▶ WHAT THE EXERCISE ASKS:
Among the lines below, return each one that contains the word "paths".

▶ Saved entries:
____

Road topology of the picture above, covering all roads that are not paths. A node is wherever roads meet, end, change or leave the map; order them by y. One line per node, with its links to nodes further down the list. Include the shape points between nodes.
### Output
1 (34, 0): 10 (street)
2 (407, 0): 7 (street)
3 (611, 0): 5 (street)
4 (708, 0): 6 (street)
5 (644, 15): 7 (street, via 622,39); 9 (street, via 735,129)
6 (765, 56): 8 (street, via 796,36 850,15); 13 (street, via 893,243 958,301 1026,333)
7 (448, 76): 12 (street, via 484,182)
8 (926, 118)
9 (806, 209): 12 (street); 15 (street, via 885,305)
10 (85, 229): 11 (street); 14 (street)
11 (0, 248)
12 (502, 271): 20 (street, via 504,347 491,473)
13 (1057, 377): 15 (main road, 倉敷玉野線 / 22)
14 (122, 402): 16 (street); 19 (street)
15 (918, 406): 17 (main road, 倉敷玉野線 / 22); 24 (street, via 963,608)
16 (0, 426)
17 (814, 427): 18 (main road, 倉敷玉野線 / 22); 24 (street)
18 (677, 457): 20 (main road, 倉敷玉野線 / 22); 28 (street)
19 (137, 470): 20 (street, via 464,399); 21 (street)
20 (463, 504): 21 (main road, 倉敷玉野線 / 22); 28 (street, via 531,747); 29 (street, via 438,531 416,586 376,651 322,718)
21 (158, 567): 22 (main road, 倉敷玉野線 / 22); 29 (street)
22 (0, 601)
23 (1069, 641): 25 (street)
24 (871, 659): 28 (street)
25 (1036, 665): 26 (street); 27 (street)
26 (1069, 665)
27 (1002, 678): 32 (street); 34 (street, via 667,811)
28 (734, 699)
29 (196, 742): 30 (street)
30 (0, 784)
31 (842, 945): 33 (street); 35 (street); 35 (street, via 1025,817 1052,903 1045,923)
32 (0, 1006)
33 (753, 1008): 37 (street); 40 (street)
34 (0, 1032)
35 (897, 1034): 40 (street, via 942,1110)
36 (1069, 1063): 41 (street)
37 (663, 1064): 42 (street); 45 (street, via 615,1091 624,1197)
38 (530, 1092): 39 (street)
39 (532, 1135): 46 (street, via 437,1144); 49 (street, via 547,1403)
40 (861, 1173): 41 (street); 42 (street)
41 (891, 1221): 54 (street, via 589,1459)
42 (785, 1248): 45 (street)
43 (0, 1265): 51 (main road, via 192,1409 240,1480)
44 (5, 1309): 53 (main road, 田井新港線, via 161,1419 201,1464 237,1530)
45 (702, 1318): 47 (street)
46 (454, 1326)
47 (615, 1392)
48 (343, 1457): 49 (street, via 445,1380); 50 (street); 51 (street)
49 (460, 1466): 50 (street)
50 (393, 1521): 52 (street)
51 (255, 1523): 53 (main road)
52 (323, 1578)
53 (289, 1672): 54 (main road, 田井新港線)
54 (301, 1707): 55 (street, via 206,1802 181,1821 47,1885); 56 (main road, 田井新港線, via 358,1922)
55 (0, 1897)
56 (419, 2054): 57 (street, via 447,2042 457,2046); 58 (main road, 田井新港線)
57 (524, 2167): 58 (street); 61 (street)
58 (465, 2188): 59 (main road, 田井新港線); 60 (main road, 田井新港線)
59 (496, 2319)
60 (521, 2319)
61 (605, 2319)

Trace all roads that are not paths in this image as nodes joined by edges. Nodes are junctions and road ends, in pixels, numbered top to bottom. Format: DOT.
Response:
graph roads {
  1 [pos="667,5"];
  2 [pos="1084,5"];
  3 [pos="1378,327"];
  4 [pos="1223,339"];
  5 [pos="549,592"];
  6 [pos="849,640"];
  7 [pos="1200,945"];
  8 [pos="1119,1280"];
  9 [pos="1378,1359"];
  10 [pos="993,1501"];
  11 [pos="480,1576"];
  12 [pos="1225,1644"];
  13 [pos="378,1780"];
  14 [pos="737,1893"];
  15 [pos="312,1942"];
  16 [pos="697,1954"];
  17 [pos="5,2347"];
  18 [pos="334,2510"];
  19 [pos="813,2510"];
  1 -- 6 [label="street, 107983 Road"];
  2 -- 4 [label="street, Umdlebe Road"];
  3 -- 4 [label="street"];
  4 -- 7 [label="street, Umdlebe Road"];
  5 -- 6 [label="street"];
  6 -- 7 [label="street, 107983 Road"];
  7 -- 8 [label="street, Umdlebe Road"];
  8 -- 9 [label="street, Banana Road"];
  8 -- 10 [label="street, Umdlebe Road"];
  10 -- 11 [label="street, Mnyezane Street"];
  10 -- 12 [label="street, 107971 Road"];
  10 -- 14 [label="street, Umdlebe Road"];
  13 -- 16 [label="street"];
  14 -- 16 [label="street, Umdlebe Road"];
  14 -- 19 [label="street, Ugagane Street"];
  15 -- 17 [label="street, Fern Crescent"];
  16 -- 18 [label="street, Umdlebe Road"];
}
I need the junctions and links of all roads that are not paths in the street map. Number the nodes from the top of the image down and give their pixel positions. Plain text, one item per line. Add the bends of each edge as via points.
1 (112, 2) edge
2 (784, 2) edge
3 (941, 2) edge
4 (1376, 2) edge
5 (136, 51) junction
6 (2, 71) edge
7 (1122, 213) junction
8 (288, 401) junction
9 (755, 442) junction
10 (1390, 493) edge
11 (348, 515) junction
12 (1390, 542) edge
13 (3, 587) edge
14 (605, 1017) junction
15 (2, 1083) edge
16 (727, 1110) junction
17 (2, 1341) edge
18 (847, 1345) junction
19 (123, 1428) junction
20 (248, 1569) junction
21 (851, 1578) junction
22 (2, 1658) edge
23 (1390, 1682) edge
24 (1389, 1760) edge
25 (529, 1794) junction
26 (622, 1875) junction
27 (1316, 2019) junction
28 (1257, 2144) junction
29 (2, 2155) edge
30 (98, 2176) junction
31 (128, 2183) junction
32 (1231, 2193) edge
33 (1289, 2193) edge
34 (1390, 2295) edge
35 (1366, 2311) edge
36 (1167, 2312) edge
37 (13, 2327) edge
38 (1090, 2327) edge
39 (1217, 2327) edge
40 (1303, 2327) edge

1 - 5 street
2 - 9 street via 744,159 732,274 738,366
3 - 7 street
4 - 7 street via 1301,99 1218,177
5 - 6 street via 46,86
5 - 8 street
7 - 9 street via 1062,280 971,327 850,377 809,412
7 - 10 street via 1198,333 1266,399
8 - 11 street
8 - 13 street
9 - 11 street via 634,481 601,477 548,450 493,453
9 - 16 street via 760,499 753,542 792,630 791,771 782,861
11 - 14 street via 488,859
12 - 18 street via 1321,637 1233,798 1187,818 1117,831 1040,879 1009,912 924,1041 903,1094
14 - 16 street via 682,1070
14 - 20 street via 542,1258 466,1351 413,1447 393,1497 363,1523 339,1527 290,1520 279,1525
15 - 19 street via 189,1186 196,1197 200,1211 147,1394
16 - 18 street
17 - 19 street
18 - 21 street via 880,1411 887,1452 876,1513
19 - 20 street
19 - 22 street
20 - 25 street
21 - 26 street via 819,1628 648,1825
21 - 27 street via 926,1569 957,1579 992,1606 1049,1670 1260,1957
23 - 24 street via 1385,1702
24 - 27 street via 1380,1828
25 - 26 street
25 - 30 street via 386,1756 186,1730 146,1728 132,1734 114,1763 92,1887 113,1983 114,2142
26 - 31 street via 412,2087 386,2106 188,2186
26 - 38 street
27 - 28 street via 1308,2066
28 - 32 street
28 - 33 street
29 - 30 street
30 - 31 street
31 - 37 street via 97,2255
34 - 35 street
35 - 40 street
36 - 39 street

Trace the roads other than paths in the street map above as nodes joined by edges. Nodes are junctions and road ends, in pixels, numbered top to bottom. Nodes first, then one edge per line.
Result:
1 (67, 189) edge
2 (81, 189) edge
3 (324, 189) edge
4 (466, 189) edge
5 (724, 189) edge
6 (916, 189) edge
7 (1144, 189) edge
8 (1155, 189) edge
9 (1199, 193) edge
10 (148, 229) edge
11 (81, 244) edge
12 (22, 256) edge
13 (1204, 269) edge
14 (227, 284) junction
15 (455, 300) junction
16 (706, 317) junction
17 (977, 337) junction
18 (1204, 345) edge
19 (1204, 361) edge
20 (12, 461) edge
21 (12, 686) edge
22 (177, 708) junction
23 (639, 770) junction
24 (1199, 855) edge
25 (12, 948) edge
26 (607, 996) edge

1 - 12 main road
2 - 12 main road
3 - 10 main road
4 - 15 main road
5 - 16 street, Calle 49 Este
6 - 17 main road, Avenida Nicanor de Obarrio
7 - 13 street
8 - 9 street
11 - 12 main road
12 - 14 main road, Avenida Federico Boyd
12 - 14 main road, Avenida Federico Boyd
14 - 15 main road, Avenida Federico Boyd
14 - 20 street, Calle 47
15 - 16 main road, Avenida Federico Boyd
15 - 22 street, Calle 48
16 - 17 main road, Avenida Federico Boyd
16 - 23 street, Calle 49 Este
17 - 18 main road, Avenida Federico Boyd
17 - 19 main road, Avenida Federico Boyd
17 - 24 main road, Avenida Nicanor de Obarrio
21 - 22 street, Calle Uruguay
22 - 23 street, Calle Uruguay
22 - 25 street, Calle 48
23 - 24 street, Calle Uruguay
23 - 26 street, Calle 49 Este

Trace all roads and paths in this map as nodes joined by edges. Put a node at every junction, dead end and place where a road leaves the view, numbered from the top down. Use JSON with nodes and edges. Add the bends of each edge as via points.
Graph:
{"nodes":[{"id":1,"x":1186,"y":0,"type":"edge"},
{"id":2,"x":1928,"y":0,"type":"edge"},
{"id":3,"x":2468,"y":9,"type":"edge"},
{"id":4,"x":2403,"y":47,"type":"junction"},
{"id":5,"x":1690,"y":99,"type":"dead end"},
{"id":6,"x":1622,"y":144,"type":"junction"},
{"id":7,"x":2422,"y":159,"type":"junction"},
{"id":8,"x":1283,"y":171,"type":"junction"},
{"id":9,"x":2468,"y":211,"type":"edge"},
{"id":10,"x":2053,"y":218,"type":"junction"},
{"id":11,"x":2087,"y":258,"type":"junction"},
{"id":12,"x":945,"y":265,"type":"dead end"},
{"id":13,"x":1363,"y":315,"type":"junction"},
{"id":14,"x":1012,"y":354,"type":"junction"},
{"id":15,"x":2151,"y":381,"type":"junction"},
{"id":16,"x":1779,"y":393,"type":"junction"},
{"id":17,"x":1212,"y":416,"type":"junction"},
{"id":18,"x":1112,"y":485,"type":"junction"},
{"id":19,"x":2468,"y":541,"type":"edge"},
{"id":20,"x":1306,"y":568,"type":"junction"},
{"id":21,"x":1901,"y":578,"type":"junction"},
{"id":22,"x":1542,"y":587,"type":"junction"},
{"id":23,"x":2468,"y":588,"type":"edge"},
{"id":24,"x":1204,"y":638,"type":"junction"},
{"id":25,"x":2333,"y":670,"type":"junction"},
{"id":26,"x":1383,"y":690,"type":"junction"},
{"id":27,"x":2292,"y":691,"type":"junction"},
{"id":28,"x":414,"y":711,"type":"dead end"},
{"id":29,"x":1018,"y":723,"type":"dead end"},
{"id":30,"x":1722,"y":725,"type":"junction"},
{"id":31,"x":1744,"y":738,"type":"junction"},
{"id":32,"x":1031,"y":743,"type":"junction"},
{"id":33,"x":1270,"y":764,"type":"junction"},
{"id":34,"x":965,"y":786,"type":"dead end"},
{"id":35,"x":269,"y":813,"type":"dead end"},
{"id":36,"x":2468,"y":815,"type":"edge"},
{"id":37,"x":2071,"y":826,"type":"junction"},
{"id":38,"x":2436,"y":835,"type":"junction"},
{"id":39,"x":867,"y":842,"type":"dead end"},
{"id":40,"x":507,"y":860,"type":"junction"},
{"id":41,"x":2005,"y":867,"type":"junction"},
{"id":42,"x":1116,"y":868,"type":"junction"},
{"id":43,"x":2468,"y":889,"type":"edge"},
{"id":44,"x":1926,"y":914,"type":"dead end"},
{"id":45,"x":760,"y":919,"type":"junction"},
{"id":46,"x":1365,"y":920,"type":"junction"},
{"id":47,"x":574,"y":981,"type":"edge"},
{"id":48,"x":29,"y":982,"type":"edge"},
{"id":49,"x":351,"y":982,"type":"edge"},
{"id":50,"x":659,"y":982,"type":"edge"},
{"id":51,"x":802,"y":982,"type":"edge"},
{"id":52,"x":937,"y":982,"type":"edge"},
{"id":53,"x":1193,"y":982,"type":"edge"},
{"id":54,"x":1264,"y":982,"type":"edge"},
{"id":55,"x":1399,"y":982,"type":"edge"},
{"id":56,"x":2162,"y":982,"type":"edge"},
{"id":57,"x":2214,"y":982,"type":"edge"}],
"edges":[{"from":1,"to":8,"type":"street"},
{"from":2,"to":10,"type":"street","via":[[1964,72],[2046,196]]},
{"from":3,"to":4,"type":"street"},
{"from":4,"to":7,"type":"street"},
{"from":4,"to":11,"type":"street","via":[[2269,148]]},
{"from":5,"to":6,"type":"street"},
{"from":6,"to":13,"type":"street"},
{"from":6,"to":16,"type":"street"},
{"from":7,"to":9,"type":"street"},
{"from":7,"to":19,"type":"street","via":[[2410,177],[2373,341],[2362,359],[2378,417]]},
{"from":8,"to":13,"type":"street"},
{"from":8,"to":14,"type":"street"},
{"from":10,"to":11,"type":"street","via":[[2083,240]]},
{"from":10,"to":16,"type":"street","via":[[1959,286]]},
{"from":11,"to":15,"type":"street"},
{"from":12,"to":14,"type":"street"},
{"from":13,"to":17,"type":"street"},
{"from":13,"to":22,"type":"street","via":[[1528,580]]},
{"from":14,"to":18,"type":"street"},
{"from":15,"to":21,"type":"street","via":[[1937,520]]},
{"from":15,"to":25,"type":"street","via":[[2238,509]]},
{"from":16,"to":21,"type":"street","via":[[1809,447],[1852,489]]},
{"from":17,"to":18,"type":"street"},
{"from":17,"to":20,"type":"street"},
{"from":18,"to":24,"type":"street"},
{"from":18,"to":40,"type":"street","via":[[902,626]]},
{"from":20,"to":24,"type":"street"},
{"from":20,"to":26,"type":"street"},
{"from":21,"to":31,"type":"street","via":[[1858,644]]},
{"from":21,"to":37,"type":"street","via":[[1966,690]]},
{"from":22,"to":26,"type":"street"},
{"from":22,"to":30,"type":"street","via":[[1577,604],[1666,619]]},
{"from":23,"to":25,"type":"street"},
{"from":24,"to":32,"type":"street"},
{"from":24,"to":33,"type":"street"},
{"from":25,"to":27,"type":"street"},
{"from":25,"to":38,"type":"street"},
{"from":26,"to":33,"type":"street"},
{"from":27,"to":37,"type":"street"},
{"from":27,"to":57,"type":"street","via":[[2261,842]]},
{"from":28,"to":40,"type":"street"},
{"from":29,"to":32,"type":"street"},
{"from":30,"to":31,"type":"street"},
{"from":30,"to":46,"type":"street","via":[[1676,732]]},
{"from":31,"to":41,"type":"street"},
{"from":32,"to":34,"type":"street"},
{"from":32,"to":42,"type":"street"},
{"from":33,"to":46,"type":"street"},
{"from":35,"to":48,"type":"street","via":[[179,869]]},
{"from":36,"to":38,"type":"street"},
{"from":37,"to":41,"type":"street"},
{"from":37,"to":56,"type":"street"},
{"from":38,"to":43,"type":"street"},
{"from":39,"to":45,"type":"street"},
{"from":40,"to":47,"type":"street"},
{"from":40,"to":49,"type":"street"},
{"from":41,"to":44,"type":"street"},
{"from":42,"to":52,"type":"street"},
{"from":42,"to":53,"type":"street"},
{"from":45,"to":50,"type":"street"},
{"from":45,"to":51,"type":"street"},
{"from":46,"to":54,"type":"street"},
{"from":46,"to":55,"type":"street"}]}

____

▶ ANSWER FOR THE TASK:
Road topology of the picture above, covering all roads that are not paths. A node is wherever roads meet, end, change or leave the map; order them by y. One line per node, with its links to nodes further down the list. Include the shape points between nodes.
Trace all roads that are not paths in this image as nodes joined by edges. Nodes are junctions and road ends, in pixels, numbered top to bottom. Format: DOT.
I need the junctions and links of all roads that are not paths in the street map. Number the nodes from the top of the image down and give their pixel positions. Plain text, one item per line. Add the bends of each edge as via points.
Trace the roads other than paths in the street map above as nodes joined by edges. Nodes are junctions and road ends, in pixels, numbered top to bottom. Nodes first, then one edge per line.
Trace all roads and paths in this map as nodes joined by edges. Put a node at every junction, dead end and place where a road leaves the view, numbered from the top down. Use JSON with nodes and edges. Add the bends of each edge as via points.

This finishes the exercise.